Developments in the South African labour market since the end of Apartheid is a popular field of study. The labour market has played a significant role in shaping not only the economy, but the society as a whole. In the past it was used as a mechanism to separate the population along racial lines. Apartheid legislation limited the education of non-whites, thereby predetermining the occupations they could occupy (non-skilled and low paid jobs only).
Since 1994, a host of legislative changes have thankfully taken place. These changes have been aimed at redressing past wrongs and imbalances, by outlining the rights of labourers, providing a minimum standard of working conditions and, encouraging the employment of more non-white workers, thereby beginning to redress and reduce the social inequalities so inherent to South African society.
Many studies have considered the initial impacts of these new policies and the changes to the SA labour market immediately after the end of Apartheid (first 10 years), but this latest study has continued the analysis up to 2013. They claim that the biggest challenge to the SA labour market remains the persistently high levels of unemployment which continue to plague the SA economy.
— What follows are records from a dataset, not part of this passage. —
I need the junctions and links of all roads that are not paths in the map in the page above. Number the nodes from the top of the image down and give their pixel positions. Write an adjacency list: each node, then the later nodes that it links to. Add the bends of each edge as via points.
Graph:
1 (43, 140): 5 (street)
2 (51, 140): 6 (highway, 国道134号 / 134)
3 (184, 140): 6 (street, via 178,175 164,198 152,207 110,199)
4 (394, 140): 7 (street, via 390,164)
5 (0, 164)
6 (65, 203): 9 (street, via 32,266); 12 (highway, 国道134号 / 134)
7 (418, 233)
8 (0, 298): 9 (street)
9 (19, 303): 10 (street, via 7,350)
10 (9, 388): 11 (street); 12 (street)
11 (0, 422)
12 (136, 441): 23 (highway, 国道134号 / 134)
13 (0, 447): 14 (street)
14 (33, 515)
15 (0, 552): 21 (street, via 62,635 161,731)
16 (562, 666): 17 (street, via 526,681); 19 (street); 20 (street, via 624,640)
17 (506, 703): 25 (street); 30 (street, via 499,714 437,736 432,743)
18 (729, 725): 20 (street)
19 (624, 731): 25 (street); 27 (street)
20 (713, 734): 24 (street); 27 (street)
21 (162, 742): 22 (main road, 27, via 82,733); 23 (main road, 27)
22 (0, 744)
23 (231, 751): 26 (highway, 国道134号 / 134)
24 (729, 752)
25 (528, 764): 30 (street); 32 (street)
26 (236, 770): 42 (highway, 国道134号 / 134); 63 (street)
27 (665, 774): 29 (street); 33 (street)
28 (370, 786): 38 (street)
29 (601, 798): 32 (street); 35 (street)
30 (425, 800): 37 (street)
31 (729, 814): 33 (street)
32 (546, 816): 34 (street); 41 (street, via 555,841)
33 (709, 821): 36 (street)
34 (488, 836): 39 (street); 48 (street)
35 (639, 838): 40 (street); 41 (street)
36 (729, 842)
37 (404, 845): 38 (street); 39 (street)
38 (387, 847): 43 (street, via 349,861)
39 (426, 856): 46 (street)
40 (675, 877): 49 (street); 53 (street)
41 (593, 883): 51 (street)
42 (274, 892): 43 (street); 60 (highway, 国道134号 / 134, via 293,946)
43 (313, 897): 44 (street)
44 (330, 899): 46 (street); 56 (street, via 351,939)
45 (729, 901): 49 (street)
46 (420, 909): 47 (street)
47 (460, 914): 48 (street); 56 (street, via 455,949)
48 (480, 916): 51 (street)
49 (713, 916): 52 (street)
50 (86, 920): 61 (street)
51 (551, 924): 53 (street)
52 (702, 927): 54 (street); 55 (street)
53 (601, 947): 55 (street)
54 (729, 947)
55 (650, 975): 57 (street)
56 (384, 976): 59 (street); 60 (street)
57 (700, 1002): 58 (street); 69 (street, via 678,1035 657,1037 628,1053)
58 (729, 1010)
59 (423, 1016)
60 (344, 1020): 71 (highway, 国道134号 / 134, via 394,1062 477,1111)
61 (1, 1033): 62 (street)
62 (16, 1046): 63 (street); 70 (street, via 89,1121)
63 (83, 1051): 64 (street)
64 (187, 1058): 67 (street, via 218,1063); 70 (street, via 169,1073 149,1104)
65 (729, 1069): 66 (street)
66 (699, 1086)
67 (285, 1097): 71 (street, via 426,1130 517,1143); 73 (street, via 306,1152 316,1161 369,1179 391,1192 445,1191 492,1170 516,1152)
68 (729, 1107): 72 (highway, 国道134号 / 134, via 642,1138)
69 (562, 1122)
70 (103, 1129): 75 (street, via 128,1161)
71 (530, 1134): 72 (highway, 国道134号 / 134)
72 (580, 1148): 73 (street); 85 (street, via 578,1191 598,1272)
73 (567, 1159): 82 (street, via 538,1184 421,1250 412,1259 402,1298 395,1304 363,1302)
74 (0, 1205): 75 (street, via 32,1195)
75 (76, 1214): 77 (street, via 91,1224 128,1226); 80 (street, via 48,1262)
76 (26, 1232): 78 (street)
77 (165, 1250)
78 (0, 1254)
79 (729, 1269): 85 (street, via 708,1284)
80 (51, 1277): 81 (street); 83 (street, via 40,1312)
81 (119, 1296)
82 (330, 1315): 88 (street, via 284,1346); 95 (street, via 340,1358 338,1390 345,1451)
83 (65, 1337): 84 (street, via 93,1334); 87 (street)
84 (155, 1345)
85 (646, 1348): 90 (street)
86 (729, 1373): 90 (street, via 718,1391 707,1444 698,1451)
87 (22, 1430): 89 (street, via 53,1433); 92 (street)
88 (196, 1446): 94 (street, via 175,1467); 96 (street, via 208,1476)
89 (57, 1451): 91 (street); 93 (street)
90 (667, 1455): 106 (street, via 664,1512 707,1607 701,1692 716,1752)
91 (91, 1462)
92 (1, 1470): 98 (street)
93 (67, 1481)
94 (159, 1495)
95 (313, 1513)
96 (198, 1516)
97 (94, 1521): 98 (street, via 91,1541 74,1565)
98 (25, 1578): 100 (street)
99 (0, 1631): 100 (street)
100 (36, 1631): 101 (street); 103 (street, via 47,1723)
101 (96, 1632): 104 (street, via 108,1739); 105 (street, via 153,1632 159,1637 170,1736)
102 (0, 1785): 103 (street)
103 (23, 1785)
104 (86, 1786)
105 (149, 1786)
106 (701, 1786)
There are a host of reasons given for this:
- An education system that produces a continued stream of insufficiently educated new workers. The effects of the 1953 Bantu Education Act have not been thoroughly redressed meaning that each year, a large number of unemployable youth enter the labour force.
- Wage rigidity due to new legislation aimed at providing workers more protection and rights. Minimum wages above a market clearing level means that employers are unable to employ all the labour they would wish to.
- Unrealistic reservation wages. Graduates expect to earn a high salary, and many individuals are reluctant to work if the income from labour does not exceed their monthly income from social grants (this is particularly the case amongst those who have many children or elderly individuals residing in their homes).
- A small informal sector with big barriers to entry. This means those who cannot find work in the formal sector, are also unable to do so in the informal sector due to a lack of infrastructure and poor access to credit markets.
- Slow job creation. The pace of job creation in the economy has not been quick enough to absorb all the new labour market participants, and has meant that unemployment continues to grow despite the growth in employment since 1994.
Long term labour market trends since 1994:
- An increase in the labour force as more individuals chose to participate after 1994. Coupled with population growth, the labour force has grown to a broad total of 22 million in 2014.
- An increase in the number of employed persons, from approximately 9 million in 1995, to over 15 million in 2014.
- A persistently high unemployment rate – with the narrow definition growing from around 17% in 1995 to 25% in 2014.
Snapshots of the SA labour market:
- Labour force participation – Blacks account for the greatest share of the labour force (76%), with Gauteng and the Western province accounting for 46.4% of total labour force. There was a decline in the share of labour force members with no schooling, and 17% of the labour force now has some post-Matric qualification. The labour force size in urban areas has also more than doubled across the period (7.5 > 15.5 million).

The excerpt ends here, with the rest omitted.